Enterprise data security is paramount when migrating data to the cloud. Previously, with on-prem environments, controls were contained within a finite and well-defined border, making it simpler to manage data privacy and security. The cloud has expanded the reach of enterprise businesses, but it has also opened the security perimeter exposing enterprise data to greater risks. As a result, many data governance teams are not permitting migration to the cloud without securing the data first.
Encryption is the key to secure cloud migration and is the primary tool for ensuring compliance to privacy regulations worldwide including GDPR, CCPA, and most recently, LGPD. All of these regulations require organizations to manage the privacy of customer data and are upending the way enterprises manage and share data as individuals have more rights over their personal data and how it can be used.
Understanding Two Critical Prerequisites to Effective Data Encryption
While important, encrypting data is only part of the story as there are two prerequisites to data encryption that must be addressed beforehand. The first is to understand the enterprise data landscape. The detection and identification of regulated and personally identifiable information (PII) such as name, address and credit/social security numbers are critical because if you can’t locate and identify it, you certainly can’t secure it.
The second is to understand the data itself and how it will be utilized, as there needs to be a balance between security and usability/accessibility. Data that is completely inaccessible is 100% secure but completely useless for the depth of data science and analytics needed to drive the “next best decision.”
Selecting Encryption Options Depends on Requirements
Once the prerequisites have been completed, the next step is to determine what type of encryption makes sense. Ask things like: Do the regulatory, or internal data governance regulations require the data to be completely obscured to the audience? Or only partially, like a typical credit card statement where only the last four digits are visible on the statement, and the rest are represented by xxxx-xxx-1234?
There are other situations where the same data requires different types of encryption, depending on the intended audience or user of the data. For example, an HR team may need a social security number to be clear and unencrypted to request a credit report for a potential new hire. However, other audiences would only require partial encryption, such as the finance team needing only the last four numbers of a credit card number to confirm a transaction. Or a data analytics team that only needs to know if the data represents a unique individual or not. Other privacy regulations require data to be completely encrypted so that data cannot but viewed or reverse engineered to reveal any PII whatsoever.
To understand the required type of encryption, security leaders need to work with data teams to understand the regulatory requirements and use cases. Balancing this dual mandate of making data accessible for analytics without compromising security/governance requirements is a joint responsibility shared between data governance, data security, data analytics and IT (security) teams.
These groups have different options - such as masking, anonymization, pseudo anonymization, and encryption, each providing a different outcome. These options are defined as:
- Masking: the process of ensuring original data is obfuscated by modified content but still remains usable.
- Anonymization: a method of ensuring privacy data such as individual names and contact information are inaccessible and irreversible from the data itself, a requirement for most compliance regulations such as GDPR, CCPA and LGPD.
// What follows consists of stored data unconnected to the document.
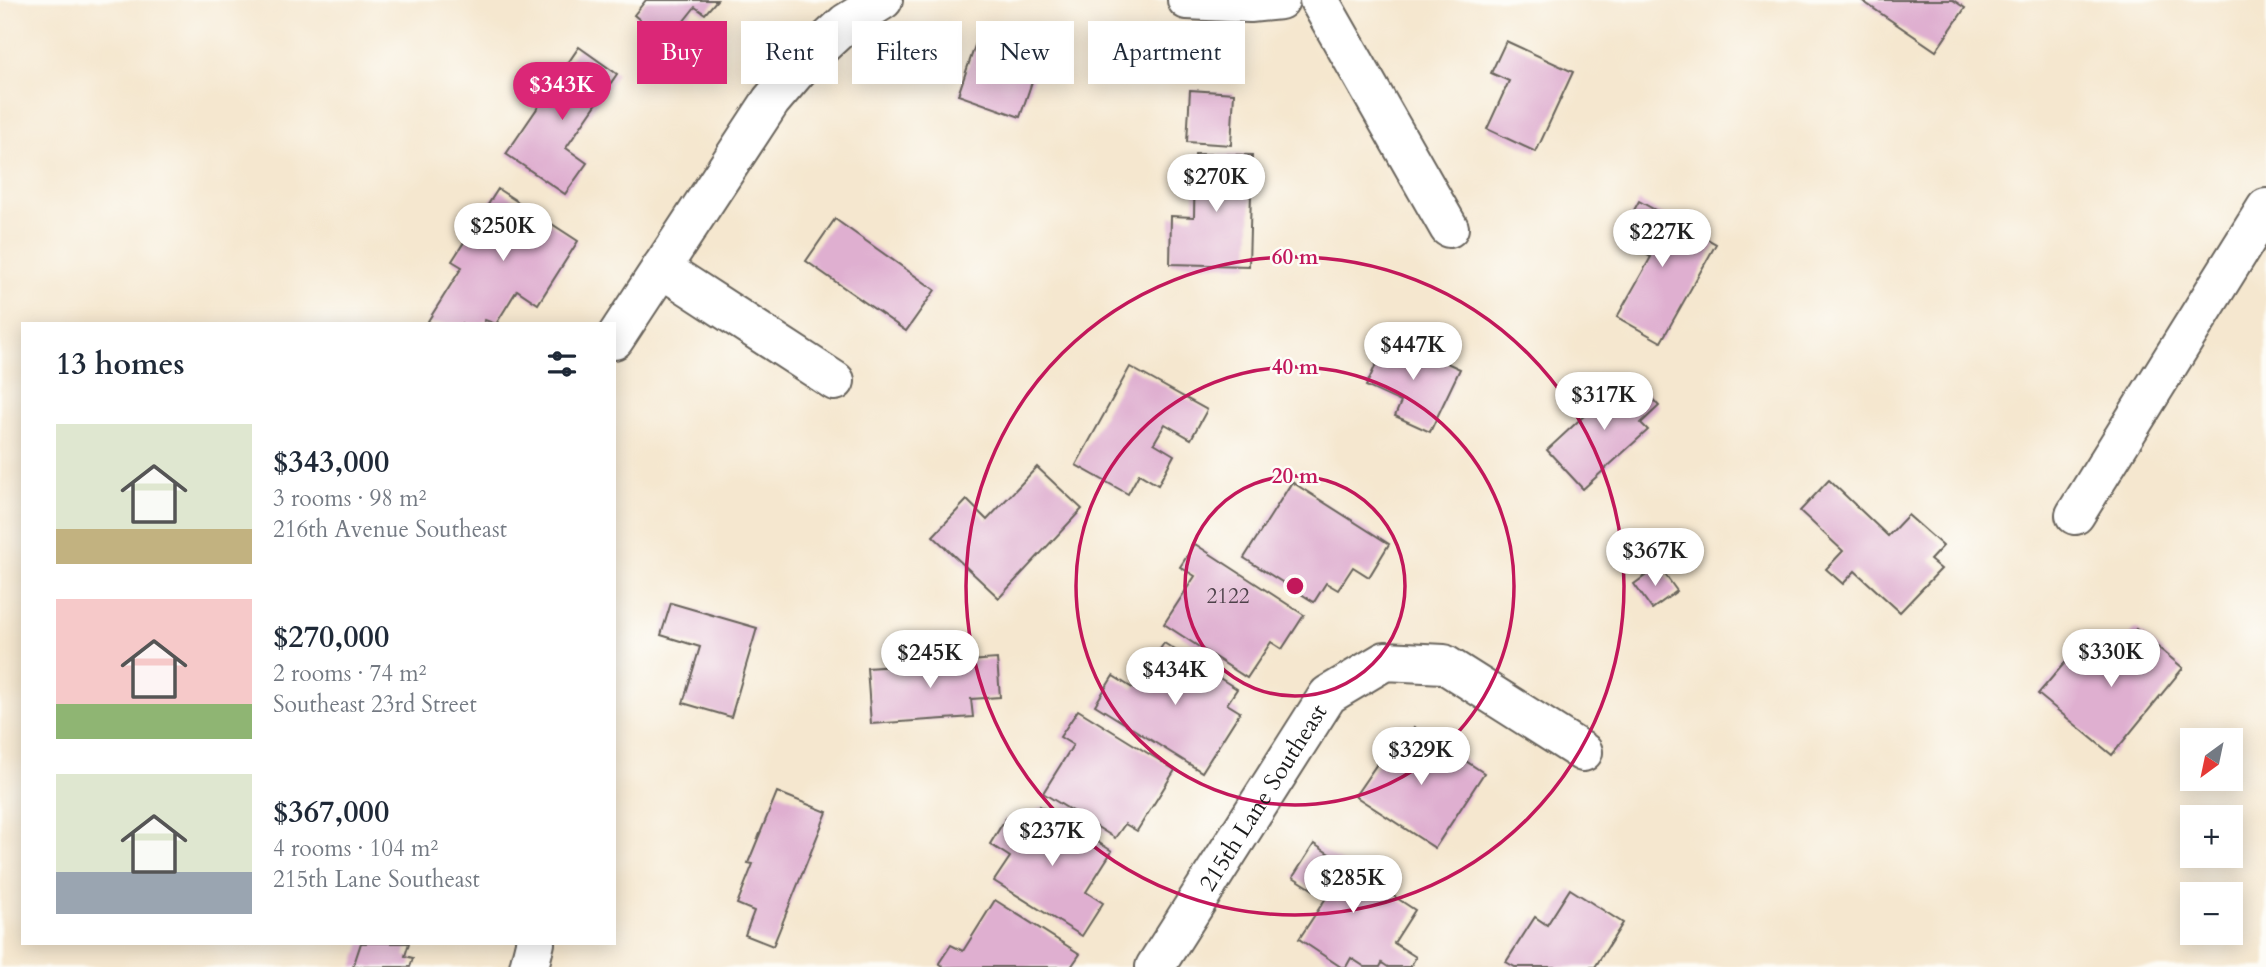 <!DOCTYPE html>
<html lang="en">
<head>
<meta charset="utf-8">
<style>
	:root { --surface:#fff; --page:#f2f2f3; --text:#1f2937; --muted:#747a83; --accent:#db2777 }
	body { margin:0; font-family:Cardo,serif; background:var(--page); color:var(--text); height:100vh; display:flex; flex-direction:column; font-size:26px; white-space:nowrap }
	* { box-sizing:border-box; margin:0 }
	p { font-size:23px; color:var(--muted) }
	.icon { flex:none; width:38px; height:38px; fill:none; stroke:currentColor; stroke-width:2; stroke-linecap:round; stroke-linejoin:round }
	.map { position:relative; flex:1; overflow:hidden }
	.details { position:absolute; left:21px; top:322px; width:595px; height:623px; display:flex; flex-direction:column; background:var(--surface); border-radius:0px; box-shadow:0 4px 18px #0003 }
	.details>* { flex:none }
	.hud { position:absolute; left:637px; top:21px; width:665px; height:63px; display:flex; gap:14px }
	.needle { width:46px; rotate:213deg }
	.buttons { position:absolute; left:2180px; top:728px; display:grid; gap:14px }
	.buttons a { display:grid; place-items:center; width:63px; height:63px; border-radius:0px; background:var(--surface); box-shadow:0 4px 18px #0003; font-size:35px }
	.price { position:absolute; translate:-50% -60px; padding:0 16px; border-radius:24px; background:#fff; color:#222; font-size:23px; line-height:46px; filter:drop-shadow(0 2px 4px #0008) }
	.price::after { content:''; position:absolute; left:50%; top:42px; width:21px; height:16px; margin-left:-10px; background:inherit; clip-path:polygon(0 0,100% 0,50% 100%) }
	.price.selected { background:var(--accent); color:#fff }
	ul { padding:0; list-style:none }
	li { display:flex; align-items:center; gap:21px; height:175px; padding:0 35px }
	li span { display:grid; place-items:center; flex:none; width:196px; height:140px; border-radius:0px; color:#555 }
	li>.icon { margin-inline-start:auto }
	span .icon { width:84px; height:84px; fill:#fffc; stroke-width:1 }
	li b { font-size:30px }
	h2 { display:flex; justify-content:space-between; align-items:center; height:84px; padding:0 35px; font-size:30px }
	.tag { padding:0 24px; border-radius:0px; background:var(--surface); box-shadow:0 4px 18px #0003; font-size:24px; line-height:63px }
	.tag.selected { background:var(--accent); color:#fff }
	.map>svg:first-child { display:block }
</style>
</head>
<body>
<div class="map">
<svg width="2266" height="967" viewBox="0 0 2266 967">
	<rect width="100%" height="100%" fill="#fdfcf7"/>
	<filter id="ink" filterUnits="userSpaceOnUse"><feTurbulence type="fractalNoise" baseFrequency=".0143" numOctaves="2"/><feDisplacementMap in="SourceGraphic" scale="14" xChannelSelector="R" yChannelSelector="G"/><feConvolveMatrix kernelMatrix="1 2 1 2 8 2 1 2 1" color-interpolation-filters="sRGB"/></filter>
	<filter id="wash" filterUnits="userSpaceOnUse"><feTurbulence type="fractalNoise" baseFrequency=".00686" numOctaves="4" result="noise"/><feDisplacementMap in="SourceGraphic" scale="28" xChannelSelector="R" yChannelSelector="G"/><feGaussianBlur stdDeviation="1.57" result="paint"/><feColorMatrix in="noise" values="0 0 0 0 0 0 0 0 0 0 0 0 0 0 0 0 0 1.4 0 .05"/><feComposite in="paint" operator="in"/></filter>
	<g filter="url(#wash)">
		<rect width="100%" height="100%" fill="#f5e7cf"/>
		<g id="blocks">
			<g fill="#dfafd0">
				<polygon points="646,0 717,0 705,14 695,7 667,42 634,15"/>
				<polygon points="1861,0 1953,0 1965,8 1936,51"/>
				<polygon points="979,34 1018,48 1015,56 1038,64 1020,117 958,95"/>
				<polygon points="1506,41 1573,72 1536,152 1487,129 1509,81 1491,73"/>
				<polygon points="579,47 617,74 566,148 587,163 565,194 506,154"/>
				<polygon points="1190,90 1234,93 1231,145 1187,142"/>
				<polygon points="1195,154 1252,155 1249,266 1170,264 1171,216 1194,217"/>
				<polygon points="498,189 578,241 538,304 517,290 496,324 485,320 483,324 432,324 428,321 462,267 452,261"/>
				<polygon points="1639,201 1716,244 1661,342 1617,317 1651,257 1618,239"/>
				<polygon points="835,219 935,290 906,331 806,261"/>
				<polygon points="1389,336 1460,369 1430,432 1395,416 1401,402 1366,386"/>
				<polygon points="1130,367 1207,410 1191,439 1165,424 1154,443 1174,455 1158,485 1139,474 1128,494 1076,465"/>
				<polygon points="1629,374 1659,406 1641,423 1648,430 1583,489 1547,450"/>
				<polygon points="1037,467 1082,509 999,598 933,536 967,500 987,520"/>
				<polygon points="1829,480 1888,536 1908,515 1943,546 1930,560 1941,569 1900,612 1855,571 1843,584 1826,569 1843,551 1800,511"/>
				<polygon points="1292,482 1389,544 1369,577 1353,567 1338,590 1326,583 1314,602 1244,558"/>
				<polygon points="1195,544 1304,615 1282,649 1271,642 1247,678 1164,624 1195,576 1180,567"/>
				<polygon points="1659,566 1677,591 1652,609 1634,584"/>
				<polygon points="671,603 757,628 731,717 683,703 700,647 661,635"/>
				<polygon points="2136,629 2183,668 2112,755 2038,694 2079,646 2104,667"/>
				<polygon points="1164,643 1237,689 1227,704 1240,712 1202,772 1095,705 1113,676 1134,689"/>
				<polygon points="997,659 1000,697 971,699 973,717 871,724 867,668"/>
				<polygon points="1078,710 1175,770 1137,831 1125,824 1115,838 1043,793 1073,745 1060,737"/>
				<polygon points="1414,727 1484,773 1435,848 1355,796 1379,761 1388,767"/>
				<polygon points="777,792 827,812 773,946 745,935 754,911 737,904 753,864 748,863"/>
				<polygon points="1040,806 1112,851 1086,892 1103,903 1082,936 994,881 1010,857 990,844 1006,818 1025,830"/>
				<polygon points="1314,844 1415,910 1394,943 1416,957 1410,967 1388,967 1382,963 1380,967 1365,967 1351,958 1346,967 1341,967 1299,939 1326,898 1293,877"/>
				<polygon points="1570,889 1623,923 1595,967 1515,967 1506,962 1535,917 1547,925"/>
				<polygon points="995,900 1080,954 1071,967 944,967 939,963 951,945 963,951"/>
				<polygon points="361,943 409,943 405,956 413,958 410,967 353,967"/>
			</g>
		</g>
	</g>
	<g filter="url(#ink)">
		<use href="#blocks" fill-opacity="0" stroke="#68635b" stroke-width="2"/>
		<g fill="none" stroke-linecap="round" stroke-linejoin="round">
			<defs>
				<g id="minor">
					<polyline points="1187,0 1250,3 1280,0"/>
					<polyline points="1319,0 1449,228"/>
					<polyline points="661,268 835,381"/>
					<polyline points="614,340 771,101 806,60 846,23 883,0"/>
					<polyline points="2075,515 2266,208"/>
					<polyline points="529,967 535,943"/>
					<path id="s1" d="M1155,967l173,-272 57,-34 59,3 139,88"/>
				</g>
			</defs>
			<use href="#minor" stroke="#68635b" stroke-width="42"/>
			<use href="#minor" stroke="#fff" stroke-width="38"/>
		</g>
	</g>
	<g fill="none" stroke="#c2185b" stroke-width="3.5">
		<circle cx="1295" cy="586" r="110"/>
		<circle cx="1295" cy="586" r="219"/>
		<circle cx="1295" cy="586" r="329"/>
	</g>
	<g text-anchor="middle" stroke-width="5" stroke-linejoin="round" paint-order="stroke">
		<g font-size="21" fill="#4d4149">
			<text x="1228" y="603">2122</text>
		</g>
		<g font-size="24" fill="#1c1c1c" stroke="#fdfcf7">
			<text dy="8" stroke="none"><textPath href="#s1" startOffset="201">215th Lane Southeast</textPath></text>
		</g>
	</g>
	<circle cx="1295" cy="586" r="10" fill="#c2185b" stroke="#fdfcf7" stroke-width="3.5"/>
	<g font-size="21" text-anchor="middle" font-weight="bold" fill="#c2185b" stroke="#fdfcf7" stroke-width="5" stroke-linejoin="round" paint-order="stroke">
		<text x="1295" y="264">60 m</text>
		<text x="1295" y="374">40 m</text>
		<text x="1295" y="483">20 m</text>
	</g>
</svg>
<div class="buttons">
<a><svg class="needle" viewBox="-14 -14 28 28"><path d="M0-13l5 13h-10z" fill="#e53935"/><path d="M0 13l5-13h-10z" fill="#747a83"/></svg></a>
<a>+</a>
<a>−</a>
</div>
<b class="price selected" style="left:562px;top:122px">$343K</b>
<b class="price" style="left:1216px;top:214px">$270K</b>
<b class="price" style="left:503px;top:263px">$250K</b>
<b class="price" style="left:1662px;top:269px">$227K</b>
<b class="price" style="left:1413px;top:382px">$447K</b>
<b class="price" style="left:1604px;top:432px">$317K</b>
<b class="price" style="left:1655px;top:588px">$367K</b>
<b class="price" style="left:2111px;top:689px">$330K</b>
<b class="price" style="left:930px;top:690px">$245K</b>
<b class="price" style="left:1175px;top:707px">$434K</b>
<b class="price" style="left:1421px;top:787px">$329K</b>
<b class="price" style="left:1052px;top:868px">$237K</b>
<b class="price" style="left:1353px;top:915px">$285K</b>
<div class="hud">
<a class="tag selected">Buy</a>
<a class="tag">Rent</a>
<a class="tag">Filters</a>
<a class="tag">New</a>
<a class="tag">Apartment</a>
</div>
<section class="details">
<h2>13 homes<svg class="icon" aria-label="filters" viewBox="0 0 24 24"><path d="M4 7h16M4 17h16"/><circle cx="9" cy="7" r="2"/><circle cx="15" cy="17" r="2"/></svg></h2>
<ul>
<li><span style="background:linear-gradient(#dfe7d0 75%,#c2b280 0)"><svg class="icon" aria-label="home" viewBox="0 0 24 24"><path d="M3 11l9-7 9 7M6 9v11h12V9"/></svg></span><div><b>$343,000</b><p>3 rooms · 98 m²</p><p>216th Avenue Southeast</p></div></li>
<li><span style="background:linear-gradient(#f6c9c9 75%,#8fb573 0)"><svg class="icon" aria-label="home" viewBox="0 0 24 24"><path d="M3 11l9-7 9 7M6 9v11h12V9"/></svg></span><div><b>$270,000</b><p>2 rooms · 74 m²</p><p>Southeast 23rd Street</p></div></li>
<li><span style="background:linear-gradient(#dfe7d0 70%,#9aa5b1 0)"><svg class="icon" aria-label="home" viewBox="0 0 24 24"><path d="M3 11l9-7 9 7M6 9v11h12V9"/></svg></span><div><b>$367,000</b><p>4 rooms · 104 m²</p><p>215th Lane Southeast</p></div></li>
</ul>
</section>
</div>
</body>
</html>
- Pseudo anonymization: the replacement of PII with a set of artificial identifiers. Pseudonymized data can be restored to its original state with the addition of information which then allows individuals to be re-identified, while anonymized data can never be restored to its original state.
- Encryption: encoding original data into an alternative format, such that only authorized parties (i.e. those with the encryption key) can decrypt and access the original data.
Encryption Considerations
The ability to analyze data relies on its ability to be encrypted, which is why it’s important to select the right tool for the regulatory requirements and the intended use case. This becomes more difficult to manage when migrating data to the cloud, due to the diversity of public cloud services, and the different regulations in different geographies. Mapping data in the cloud and managing access control policies with the right kind of encryption can ensure consistent compliance policies including GDPR, CCPA, HIPAA and other regulations for data distributed across multiple cloud databases, analytics platforms, reporting systems, and geographies. More importantly, it is the best way for IT and security teams to ensure data security and privacy without hindering data analytics.